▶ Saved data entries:
[Start of section]

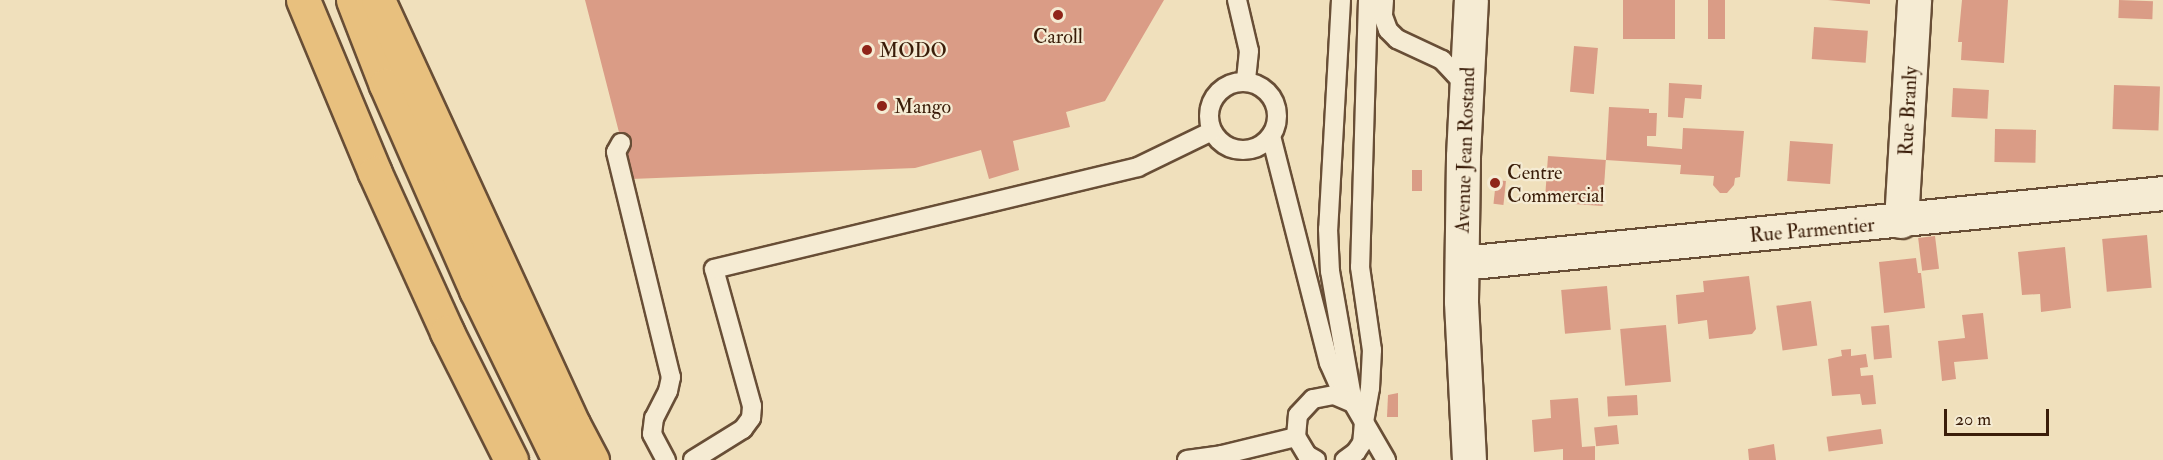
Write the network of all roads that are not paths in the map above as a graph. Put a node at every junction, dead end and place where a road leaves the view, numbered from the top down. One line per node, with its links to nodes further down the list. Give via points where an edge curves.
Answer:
1 (353, 0): 25 (highway, via 476,290)
2 (378, 0): 26 (highway)
3 (1237, 0): 10 (lane, via 1250,51)
4 (1341, 0): 19 (lane, via 1328,229 1330,271)
5 (1368, 0): 20 (lane, via 1360,267 1372,350)
6 (1383, 0): 11 (lane, via 1388,30 1397,39 1442,60)
7 (1472, 0): 11 (street, Avenue Jean Rostand)
8 (1914, 0): 16 (street, Rue Branly)
9 (303, 6): 24 (highway, via 442,322)
10 (1246, 82): 12 (lane, via 1234,83 1215,96 1209,119); 13 (lane, via 1256,84 1272,97 1277,117)
11 (1466, 86): 17 (street, Avenue Jean Rostand)
12 (1212, 131): 13 (lane, via 1223,144 1240,151 1263,144); 28 (lane, via 1138,167 714,269 752,406 751,418 743,429)
13 (1271, 136): 19 (lane, via 1329,363)
14 (621, 143): 27 (lane, via 616,152 671,377 669,392 654,417 652,434)
15 (2163, 193): 16 (street, Rue Parmentier)
16 (1901, 221): 17 (street, Rue Parmentier)
17 (1462, 263): 18 (street, Avenue Jean Rostand)
18 (1461, 301): 33 (street, Avenue Jean Rostand); 34 (street, Avenue Jean Rostand)
19 (1349, 400): 20 (lane); 21 (lane, via 1323,395 1304,406 1298,415)
20 (1364, 422): 22 (lane); 32 (lane)
21 (1296, 437): 23 (lane); 30 (lane, via 1307,455)
22 (1362, 452): 31 (lane)
23 (1220, 457): 29 (lane)
24 (511, 460)
25 (559, 460)
26 (592, 460)
27 (666, 460)
28 (693, 460)
29 (1186, 460)
30 (1316, 460)
31 (1345, 460)
32 (1386, 460)
33 (1446, 460)
34 (1469, 460)

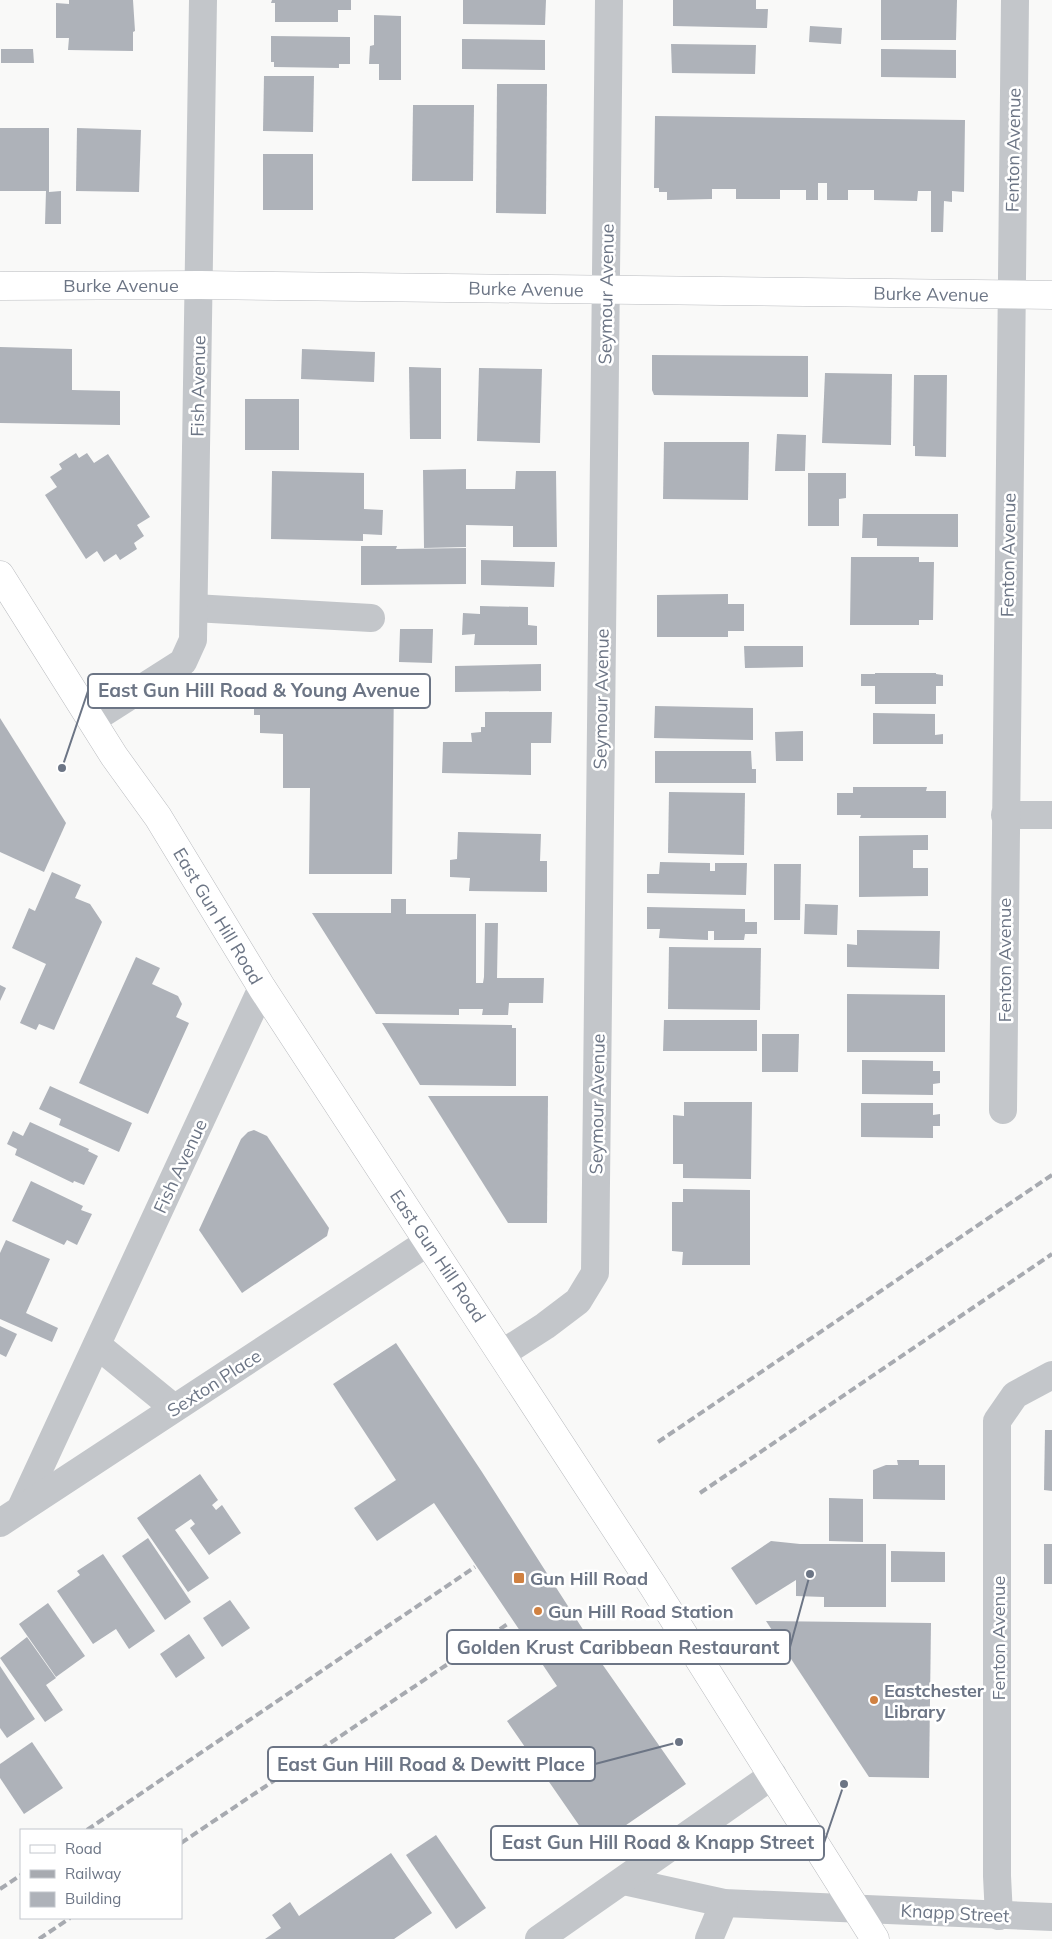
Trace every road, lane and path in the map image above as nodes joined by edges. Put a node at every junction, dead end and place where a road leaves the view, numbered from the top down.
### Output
1 (203, 0) edge
2 (609, 0) edge
3 (1015, 0) edge
4 (200, 285) junction
5 (0, 286) edge
6 (606, 290) junction
7 (1012, 294) junction
8 (1052, 295) edge
9 (0, 575) edge
10 (194, 608) junction
11 (371, 618) dead end
12 (92, 720) junction
13 (1004, 815) junction
14 (1052, 815) edge
15 (262, 988) junction
16 (1003, 1110) dead end
17 (428, 1242) junction
18 (97, 1345) junction
19 (503, 1353) junction
20 (1046, 1378) edge
21 (174, 1408) junction
22 (11, 1516) edge
23 (773, 1775) junction
24 (624, 1881) junction
25 (724, 1903) junction
26 (858, 1909) junction
27 (999, 1916) junction
28 (1052, 1918) edge
29 (539, 1939) edge
30 (709, 1939) edge
31 (875, 1939) edge

1 - 4 street, Fish Avenue
2 - 6 street, Seymour Avenue
3 - 7 street, Fenton Avenue
4 - 5 main road, Burke Avenue
4 - 6 main road, Burke Avenue
4 - 10 street, Fish Avenue
6 - 7 main road, Burke Avenue
6 - 19 street, Seymour Avenue
7 - 8 main road, Burke Avenue
7 - 13 street, Fenton Avenue
9 - 12 main road, East Gun Hill Road
10 - 11 street
10 - 12 street, Fish Avenue
12 - 15 main road, East Gun Hill Road
13 - 14 street
13 - 16 street, Fenton Avenue
15 - 17 main road, East Gun Hill Road
15 - 18 street, Fish Avenue
17 - 19 main road, East Gun Hill Road
17 - 21 street, Sexton Place
18 - 21 street
18 - 22 street, Fish Avenue
19 - 23 main road, East Gun Hill Road
20 - 27 street, Fenton Avenue
21 - 22 street, Sexton Place
23 - 24 street
23 - 26 main road, East Gun Hill Road
24 - 25 street, Knapp Street
24 - 29 street
25 - 26 street, Knapp Street
25 - 30 street
26 - 27 street, Knapp Street
26 - 31 main road, East Gun Hill Road
27 - 28 street, Knapp Street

[End of section]

Among the entries above, how many lines include the word "East"? Give the number with no comment.

7